Honey from sealed Egyptian tombs is still edible after 3,000 years

Derma Sciences sells a wound bandage called Medihoney that hospitals use to treat burns and slow-healing sores. The active ingredient is exactly what you'd guess: honey. The same stuff in your pantry pulls water out of damaged tissue and releases trace amounts of hydrogen peroxide, which is why archeologists keep finding pots of it in Egyptian tombs that are still perfectly safe to eat after 3,000 years.
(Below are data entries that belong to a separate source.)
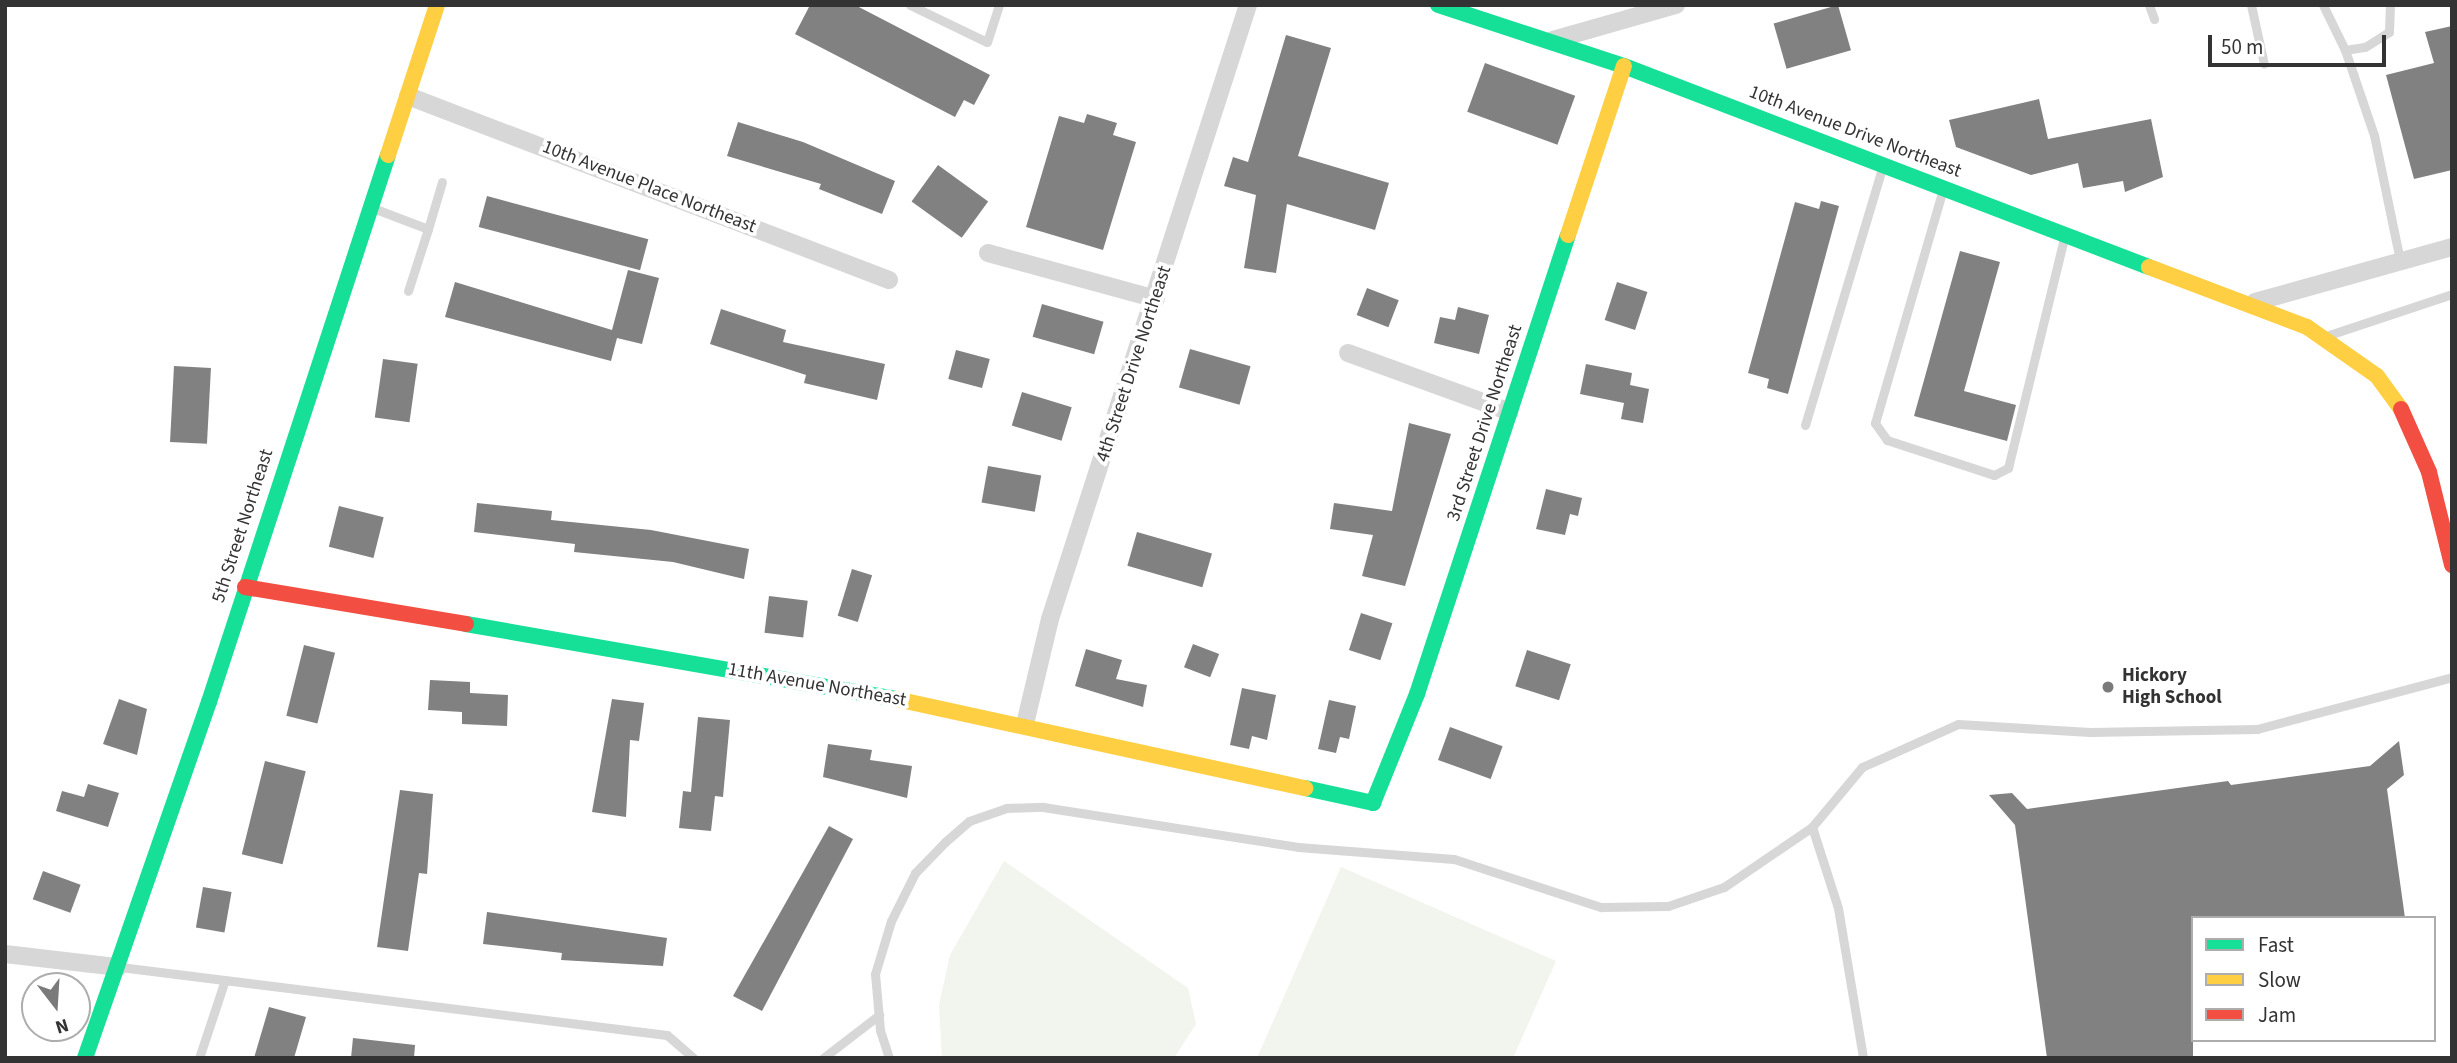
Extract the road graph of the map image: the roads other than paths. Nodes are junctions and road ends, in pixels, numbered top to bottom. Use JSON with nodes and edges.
{"nodes":[{"id":1,"x":437,"y":5,"type":"edge"},
{"id":2,"x":910,"y":5,"type":"edge"},
{"id":3,"x":999,"y":5,"type":"edge"},
{"id":4,"x":1248,"y":5,"type":"edge"},
{"id":5,"x":1438,"y":5,"type":"edge"},
{"id":6,"x":1676,"y":5,"type":"edge"},
{"id":7,"x":2149,"y":5,"type":"edge"},
{"id":8,"x":2251,"y":5,"type":"edge"},
{"id":9,"x":2323,"y":5,"type":"edge"},
{"id":10,"x":2390,"y":5,"type":"edge"},
{"id":11,"x":2154,"y":19,"type":"dead end"},
{"id":12,"x":1553,"y":40,"type":"junction"},
{"id":13,"x":2344,"y":50,"type":"junction"},
{"id":14,"x":2264,"y":64,"type":"dead end"},
{"id":15,"x":1624,"y":66,"type":"junction"},
{"id":16,"x":408,"y":96,"type":"junction"},
{"id":17,"x":1882,"y":166,"type":"junction"},
{"id":18,"x":442,"y":181,"type":"dead end"},
{"id":19,"x":1943,"y":188,"type":"junction"},
{"id":20,"x":371,"y":208,"type":"junction"},
{"id":21,"x":428,"y":229,"type":"junction"},
{"id":22,"x":2065,"y":234,"type":"junction"},
{"id":23,"x":2452,"y":247,"type":"edge"},
{"id":24,"x":988,"y":254,"type":"dead end"},
{"id":25,"x":2400,"y":261,"type":"junction"},
{"id":26,"x":889,"y":280,"type":"dead end"},
{"id":27,"x":408,"y":291,"type":"dead end"},
{"id":28,"x":2452,"y":294,"type":"edge"},
{"id":29,"x":1156,"y":299,"type":"junction"},
{"id":30,"x":2255,"y":303,"type":"junction"},
{"id":31,"x":2325,"y":337,"type":"junction"},
{"id":32,"x":1348,"y":353,"type":"dead end"},
{"id":33,"x":1510,"y":412,"type":"junction"},
{"id":34,"x":1805,"y":425,"type":"dead end"},
{"id":35,"x":2452,"y":565,"type":"edge"},
{"id":36,"x":244,"y":587,"type":"junction"},
{"id":37,"x":2452,"y":677,"type":"edge"},
{"id":38,"x":1025,"y":724,"type":"junction"},
{"id":39,"x":1378,"y":791,"type":"joint"},
{"id":40,"x":1812,"y":827,"type":"junction"},
{"id":41,"x":5,"y":954,"type":"edge"},
{"id":42,"x":118,"y":967,"type":"junction"},
{"id":43,"x":225,"y":980,"type":"junction"},
{"id":44,"x":879,"y":1015,"type":"junction"},
{"id":45,"x":85,"y":1058,"type":"edge"},
{"id":46,"x":200,"y":1058,"type":"edge"},
{"id":47,"x":693,"y":1058,"type":"edge"},
{"id":48,"x":823,"y":1058,"type":"edge"},
{"id":49,"x":889,"y":1058,"type":"edge"},
{"id":50,"x":1863,"y":1058,"type":"edge"}],
"edges":[{"from":1,"to":16,"type":"street","name":"5th Street Northeast"},
{"from":2,"to":3,"type":"lane"},
{"from":4,"to":29,"type":"street","name":"4th Street Drive Northeast"},
{"from":5,"to":12,"type":"street","name":"10th Avenue Drive Northeast"},
{"from":6,"to":12,"type":"street"},
{"from":7,"to":11,"type":"lane"},
{"from":8,"to":14,"type":"lane"},
{"from":9,"to":13,"type":"lane"},
{"from":10,"to":13,"type":"lane"},
{"from":12,"to":15,"type":"street","name":"10th Avenue Drive Northeast"},
{"from":13,"to":25,"type":"lane"},
{"from":15,"to":17,"type":"street","name":"10th Avenue Drive Northeast"},
{"from":15,"to":33,"type":"street","name":"3rd Street Drive Northeast"},
{"from":16,"to":20,"type":"street","name":"5th Street Northeast"},
{"from":16,"to":26,"type":"street","name":"10th Avenue Place Northeast"},
{"from":17,"to":19,"type":"street","name":"10th Avenue Drive Northeast"},
{"from":17,"to":34,"type":"lane"},
{"from":18,"to":21,"type":"lane"},
{"from":19,"to":22,"type":"street","name":"10th Avenue Drive Northeast"},
{"from":19,"to":22,"type":"lane"},
{"from":20,"to":21,"type":"lane"},
{"from":20,"to":36,"type":"street","name":"5th Street Northeast"},
{"from":21,"to":27,"type":"lane"},
{"from":22,"to":30,"type":"street","name":"10th Avenue Drive Northeast"},
{"from":23,"to":25,"type":"street"},
{"from":24,"to":29,"type":"street"},
{"from":25,"to":30,"type":"street"},
{"from":28,"to":31,"type":"lane"},
{"from":29,"to":38,"type":"street","name":"4th Street Drive Northeast"},
{"from":30,"to":31,"type":"street","name":"10th Avenue Drive Northeast"},
{"from":31,"to":35,"type":"street","name":"10th Avenue Drive Northeast"},
{"from":32,"to":33,"type":"street"},
{"from":33,"to":39,"type":"street","name":"3rd Street Drive Northeast"},
{"from":36,"to":38,"type":"street","name":"11th Avenue Northeast"},
{"from":36,"to":42,"type":"street","name":"5th Street Northeast"},
{"from":37,"to":40,"type":"lane"},
{"from":38,"to":39,"type":"street","name":"11th Avenue Northeast"},
{"from":40,"to":44,"type":"lane"},
{"from":40,"to":50,"type":"lane"},
{"from":41,"to":42,"type":"street"},
{"from":42,"to":43,"type":"lane"},
{"from":42,"to":45,"type":"street","name":"5th Street Northeast"},
{"from":43,"to":46,"type":"lane"},
{"from":43,"to":47,"type":"lane"},
{"from":44,"to":48,"type":"lane"},
{"from":44,"to":49,"type":"lane"}]}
Three things keep honey from spoiling, according to a Smithsonian Magazine piece by Natasha Geiling. The first is moisture, or the lack of it. Honey is essentially sugar, and sugar is hygroscopic, meaning it grabs moisture from anything around it. Untouched honey contains almost no water of its own. "Very few bacteria or microorganisms can survive in an environment like that," Amina Harris of the Honey and Pollination Center at UC Davis told Smithsonian. Nothing alive can hold onto its water in there.

The second is acidity. Honey's pH ranges from 3 to 4.5, high enough to kill most things that would want to grow in it. Molasses is also hygroscopic and acidic, with a pH around 5.5, and it eventually spoils.

The third factor comes from the bees themselves. Nectar starts out 60 to 80 percent water. Bees flap their wings over the comb to physically dry it down, and a stomach enzyme called glucose oxidase converts the regurgitated nectar into gluconic acid and small amounts of hydrogen peroxide. That last bit is what makes honey medicinal. Sumerians wrote honey into roughly a third of the prescriptions they pressed onto clay tablets, and Egyptian doctors slathered it on skin and used it for eye ailments.

The seal on the jar is the last variable. Open honey in a humid kitchen will absorb water from the air and eventually go off. The tomb honey survived because somebody put a lid on it.